Although Medium is #152 in terms of popularity among content management systems (CMSs), it is used by 2.4% of the most popular websites, which indicates that it’s the medium of choice for large brands in particular.
At Onely, we too use Medium to publish long-form content, and it has served its purpose well. However, if we had to rely solely on Medium to get our content out there, we would probably choose a different CMS.
Why?
Because of the massive issues that Medium has with getting indexed by Google.
Our data speaks for itself: from a random sample of 1,011 articles extracted from Medium’s sitemap, 166 aren’t indexed.
That’s over 16%!
Managing the Sitemap
The sitemap is one of the primary ways for Google to find new links belonging to a website.
It’s a simple XML file that every website should have, and it contains all (as decided by the webmaster) of the important URLs on that website, as well as some basic additional information.
Googlebot, the crawling algorithm used by Google to map out the web, sets out every day to visit as many pages as it can. As well as following the links it finds in every crawled HTML file, it also consults the sitemap as a reference for which links the website owners consider important for it to crawl, and for Google to index.
When it comes to Medium, their sitemap is… well, it’s a hot mess.
For some reason, every comment made under every article that’s published on Medium exists under a separate URL, and all of those URLs are in their sitemap.
To put it mildly, putting all those additional links in the sitemap is a waste of Googlebot’s time.
A significant part of the resources assigned by Google to crawling Medium is spent crawling through pages that offer little value. Because of that, so many articles that should be prioritized for indexing are waiting in line behind a series of worthless comments.
One of the basic elements of technical SEO is helping business owners prioritize which parts of their pages should be indexed, and making sure that web crawlers reach them in a timely manner.
Watch Out if You’re Using JavaScript
Another problem that Medium has is with the “More from Medium” section — on the very bottom of every article page.
This section contains links to related articles that are generated with JavaScript.
For the user, this is a feature where readers can see the images and then simply click on the link for the article they’re interested in reading next.
For Googlebot, it must perform an extra step and render the JavaScript in order to discover the link.
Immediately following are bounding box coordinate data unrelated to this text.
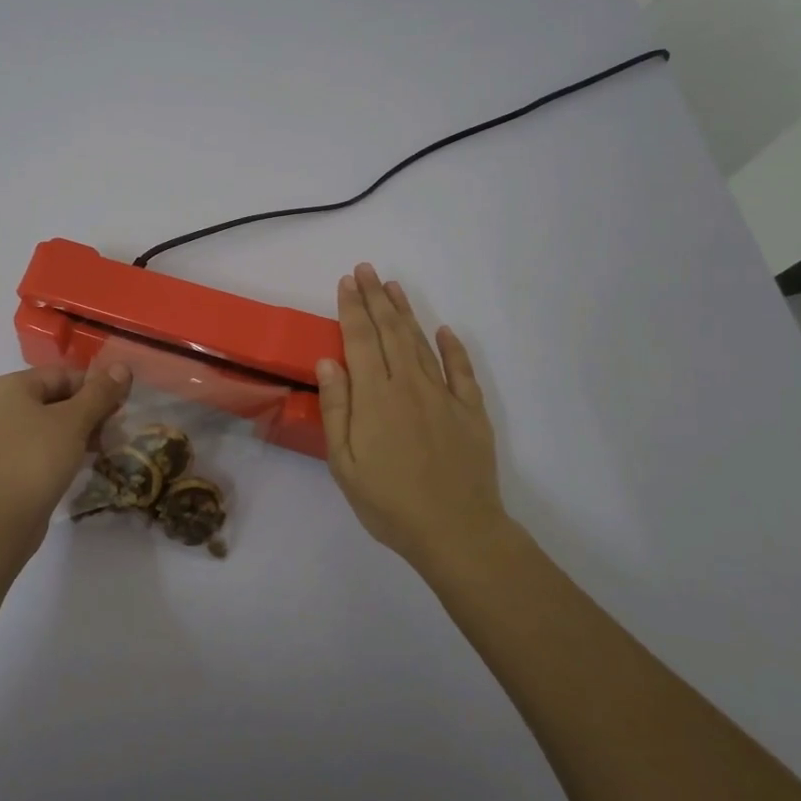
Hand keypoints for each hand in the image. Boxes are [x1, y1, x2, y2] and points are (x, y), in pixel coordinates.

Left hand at [0, 364, 131, 552]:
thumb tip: (123, 366)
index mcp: (9, 387)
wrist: (0, 519)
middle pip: (52, 398)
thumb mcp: (75, 421)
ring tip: (102, 445)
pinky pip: (35, 446)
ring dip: (75, 431)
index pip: (61, 374)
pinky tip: (79, 462)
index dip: (94, 386)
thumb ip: (100, 393)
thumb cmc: (37, 458)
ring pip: (45, 424)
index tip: (119, 405)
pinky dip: (58, 449)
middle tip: (114, 427)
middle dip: (86, 410)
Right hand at [317, 263, 514, 565]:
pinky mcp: (471, 411)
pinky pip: (461, 370)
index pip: (360, 339)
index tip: (346, 282)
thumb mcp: (345, 463)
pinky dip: (452, 347)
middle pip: (390, 331)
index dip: (352, 308)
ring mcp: (444, 396)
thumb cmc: (389, 502)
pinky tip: (444, 330)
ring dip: (406, 312)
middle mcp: (409, 384)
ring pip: (421, 343)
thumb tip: (329, 361)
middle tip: (367, 269)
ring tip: (394, 287)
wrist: (456, 531)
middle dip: (376, 297)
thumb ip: (337, 408)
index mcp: (375, 396)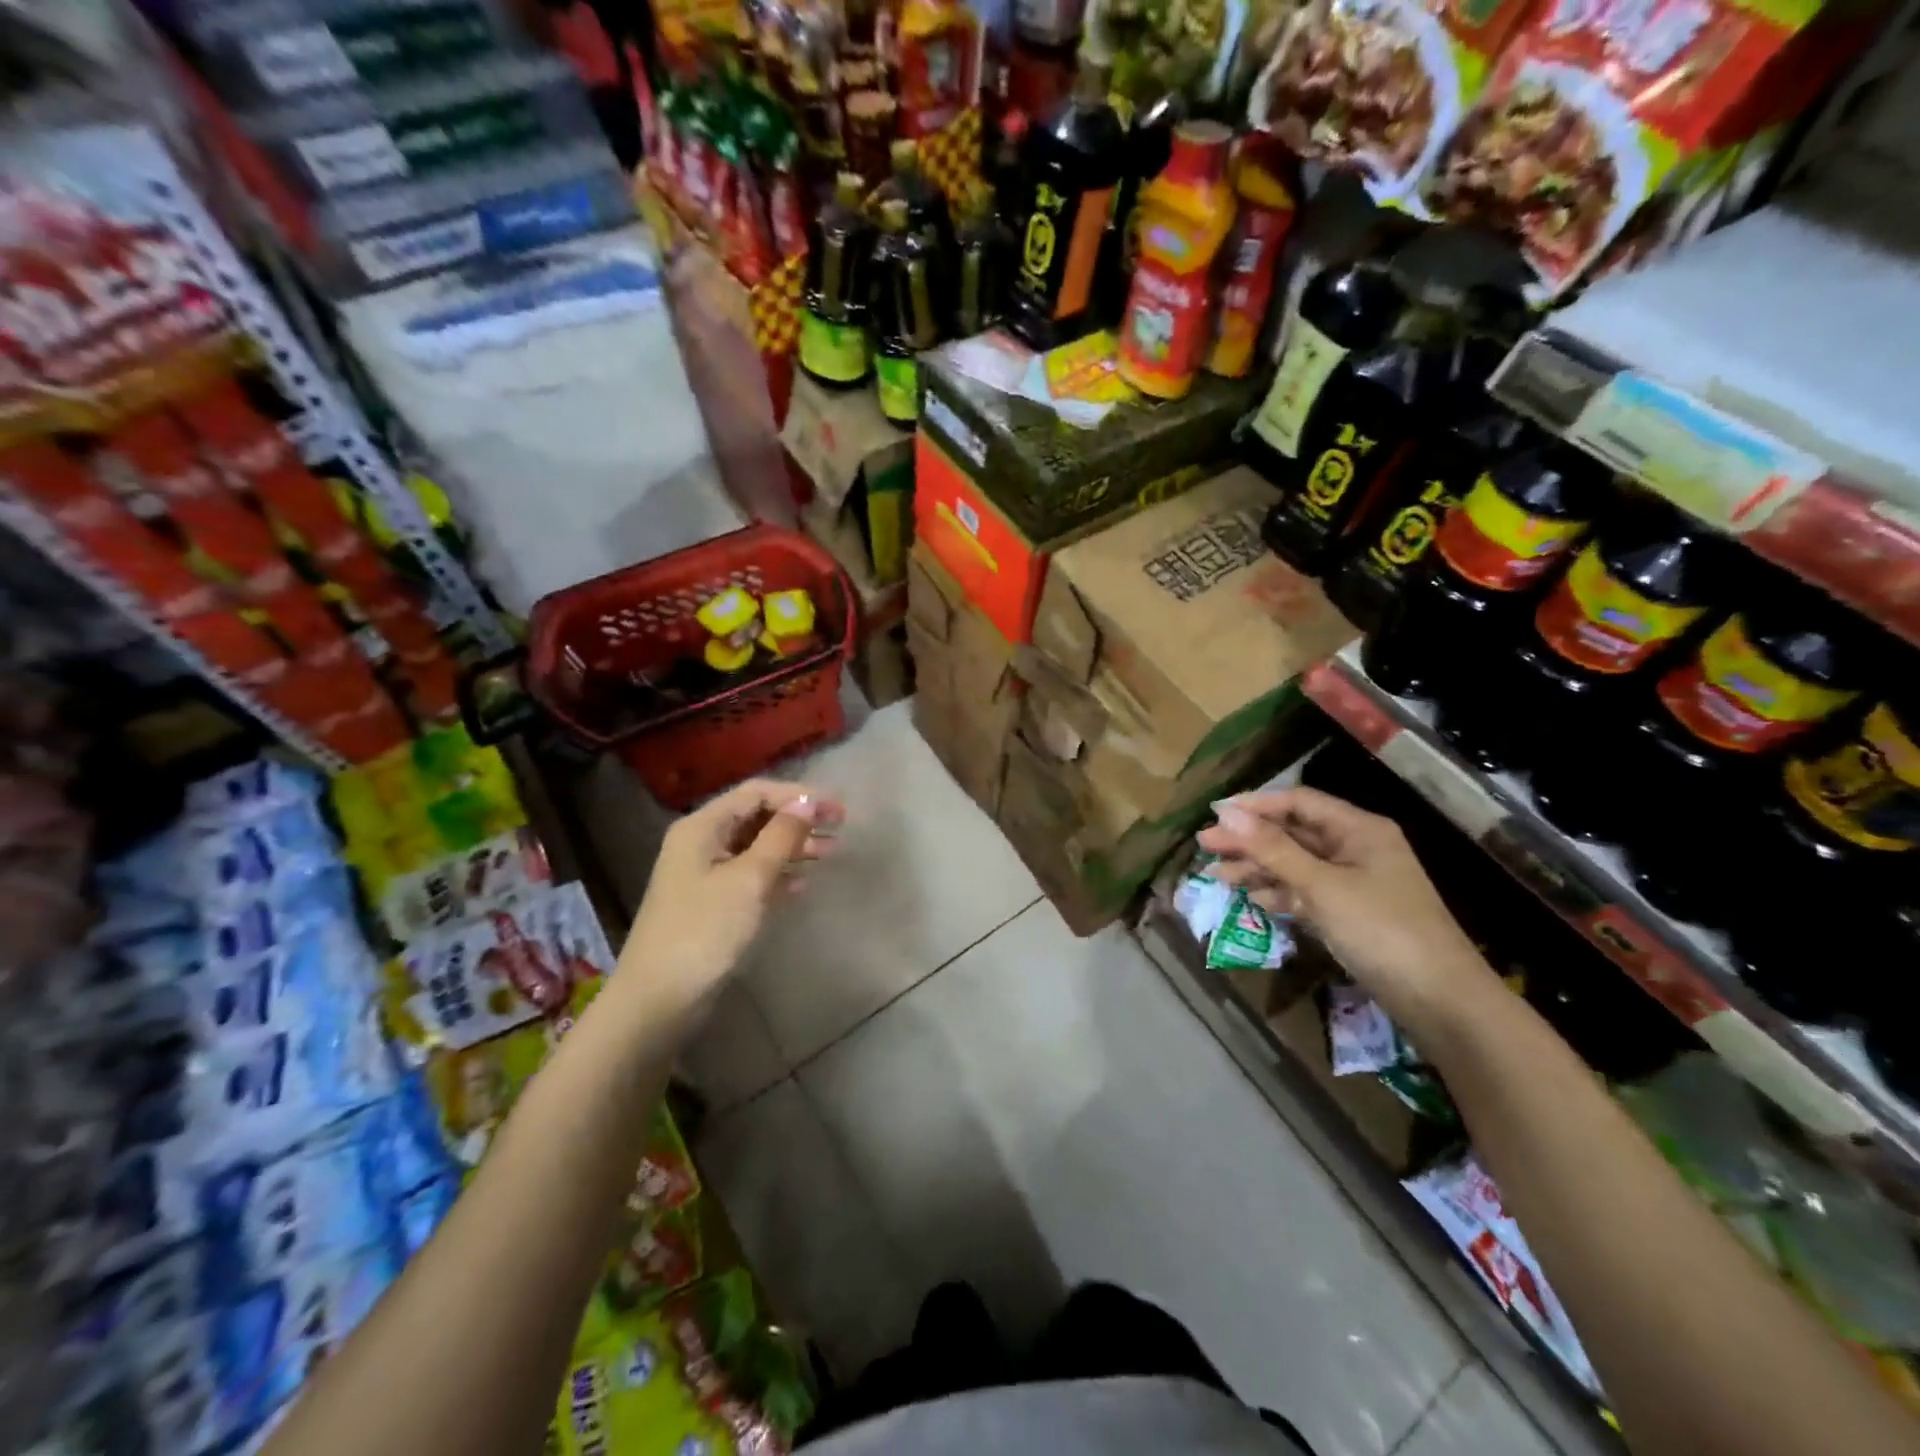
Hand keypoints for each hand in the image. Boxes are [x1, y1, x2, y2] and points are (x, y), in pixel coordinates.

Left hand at [618, 778, 842, 1014]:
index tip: (835, 808)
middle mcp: (702, 844)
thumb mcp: (748, 879)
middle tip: (840, 828)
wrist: (659, 999)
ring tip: (831, 852)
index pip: (755, 793)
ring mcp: (706, 876)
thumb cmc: (704, 930)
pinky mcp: (713, 905)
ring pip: (757, 848)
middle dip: (798, 820)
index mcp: (702, 827)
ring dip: (793, 846)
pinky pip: (752, 877)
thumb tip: (808, 802)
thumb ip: (780, 837)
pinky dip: (779, 874)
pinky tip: (803, 883)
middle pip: (757, 818)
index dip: (798, 795)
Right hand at [1195, 786, 1492, 1036]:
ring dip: (1258, 868)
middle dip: (1249, 839)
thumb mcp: (1321, 886)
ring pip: (1296, 864)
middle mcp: (1356, 848)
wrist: (1441, 1001)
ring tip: (1218, 876)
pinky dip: (1280, 894)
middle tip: (1205, 847)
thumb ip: (1272, 849)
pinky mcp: (1350, 913)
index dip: (1254, 806)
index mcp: (1358, 829)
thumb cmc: (1381, 930)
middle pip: (1293, 833)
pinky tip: (1253, 900)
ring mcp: (1354, 882)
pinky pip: (1306, 892)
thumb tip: (1225, 813)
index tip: (1214, 815)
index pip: (1297, 802)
Unfortunately, this is a step Googlebot is not always willing to take. When there are thousands of other URLs waiting to be visited, the crawler prefers all of the links to be visible in a plain HTML file.
This is one more issue that we can correlate with Medium’s difficulties in getting all of their content indexed by Google.
And it’s not just Medium — most large domains that we’ve tested struggle with similar issues to a varying degree.
Wrapping Up
This article isn’t meant to single out Medium.com.
Because the web is so large, it’s very hard for search engines to keep up with all the content that’s perpetually being released.
Factor in other issues like JavaScript and crawl budget, well, it’s safe to say that even a search engine as ubiquitous as Google has its work cut out for it.
That’s why any website as big and dynamic as Medium needs to take technical SEO into consideration.